Кристиан берет солонку. Серебряную, тяжелую. Лупит ей по столу и кричит.
— Обслужить. Обслужить.
— О господи, Кристиан, вот уж этого я от тебя ожидала меньше всего.
— Я только хочу, чтобы нас обслужили. Обслужить.
Выглядывают лакеи. В крахмальных рубашках с широкими крыльями воротничков. Галстуки-бабочки размером с аэроплан, того и гляди взлетят. Разбежавшись по полосе. И помчат ужин людям, привыкшим швыряться деньгами. Пока голос Кристиана будет эхом прокатываться по длинному коридору. Голова Шарлотты Грейвз клонится вниз.
— Ты окончательно испортил наш вечер. Никто еще не позволял себе такого в моем присутствии.
— Ты хочешь, чтобы я ушел.
— Ты же знаешь, я этого не хочу.
— Вот и хорошо.
— Чего уж хорошего. Ты так надменно себя ведешь.
— Так ты хочешь, чтобы я ушел. Хочешь. Скажи. Ты хочешь, чтобы я ушел.
— Да. Уходи.
Усталый голос, почти что шепот Шарлотты Грейвз. Страдальческий и печальный. Запах надушенной чистоты. Там, в похоронном бюро, я мог нюхать розы задаром. Холодный сладковатый парок, вылетающий из холодильников. Когда начинается ферментация, мертвые слегка согреваются. Фотография, на которой я покоюсь в гробу, теперь стоит, обрамленная, рядом с моей постелью. И худшее, что может случиться со мной, теперь не кажется таким уж плохим. Еще живой, я встаю. Проявляя воспитанность, жду. Даю ей шанс отсрочить исполнение приговора. Она не нуждается в нем. Мягко задвигаю свой стул под столик. Прохожу, почти касаясь метрдотеля. Распрямившего спину, чтобы по-над крючковатым носом как следует разглядеть мои персиковые полуботинки. Пока он покачивается на каблуках своих собственных.
Кристиан поднимается по лестнице, устланной бледно-зеленым ковром. С установленными вдоль нее лакеями в темных регалиях. Один справа, один слева. Через руку у каждого полотенце. Достигаю верхней площадки. Если я когда-либо испытывал необходимость испустить громовые ветры, так именно сейчас. Но испускаю лишь слабый писк. Вместо гула.
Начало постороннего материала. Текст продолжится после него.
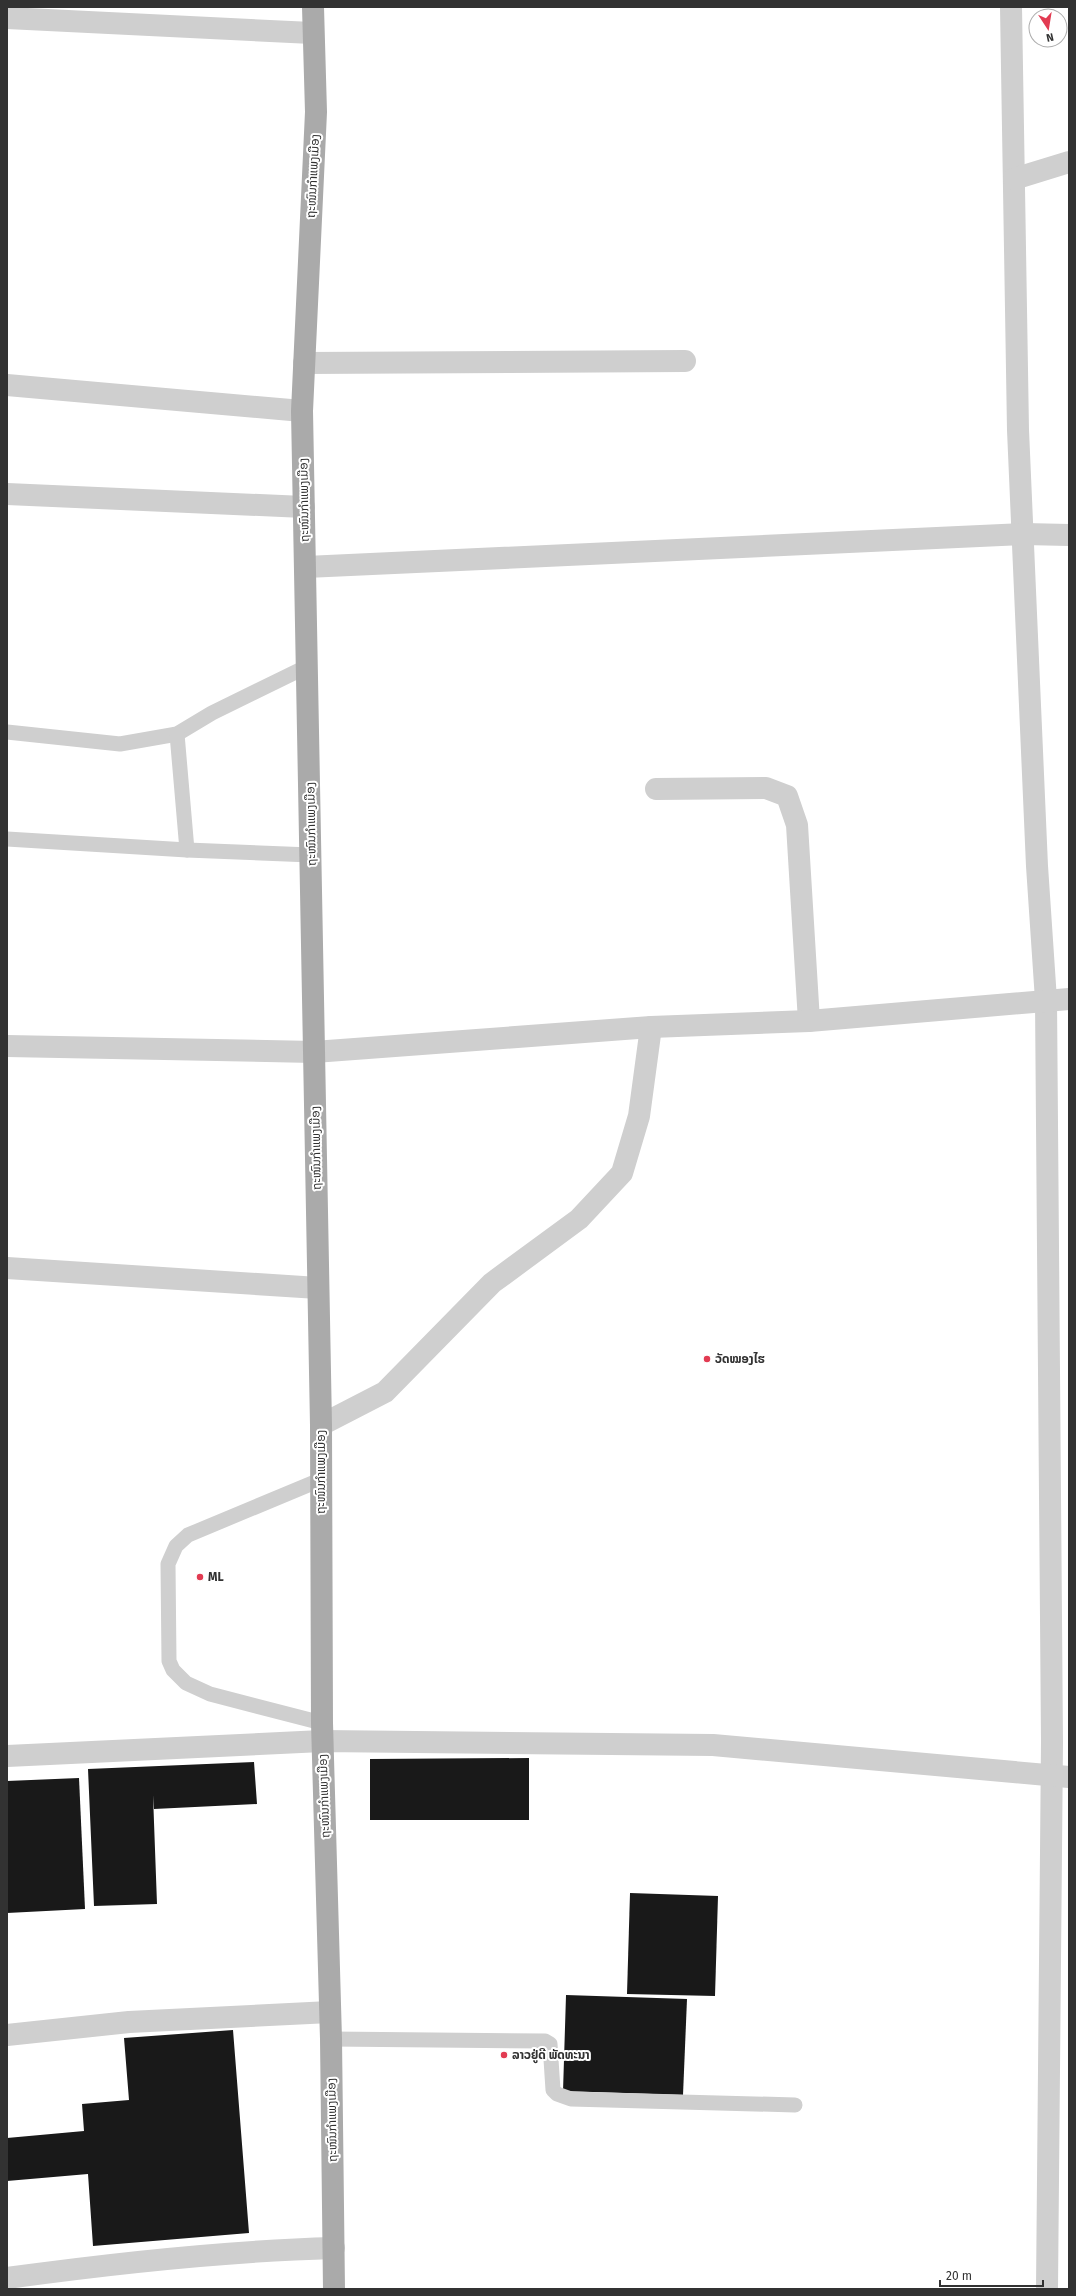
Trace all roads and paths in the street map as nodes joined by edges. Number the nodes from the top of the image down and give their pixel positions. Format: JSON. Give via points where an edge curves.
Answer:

Который бы плавно поднял меня и унес на реактивной струе от нового нанесенного моей душе оскорбления. Важно, оказывается, что о тебе думают люди. А они думают о тебе хорошо. Когда думают. Что если ты не желаешь пошевелить пальцем, чтобы их пристрелить. Значит, ты готов валяться у них в ногах.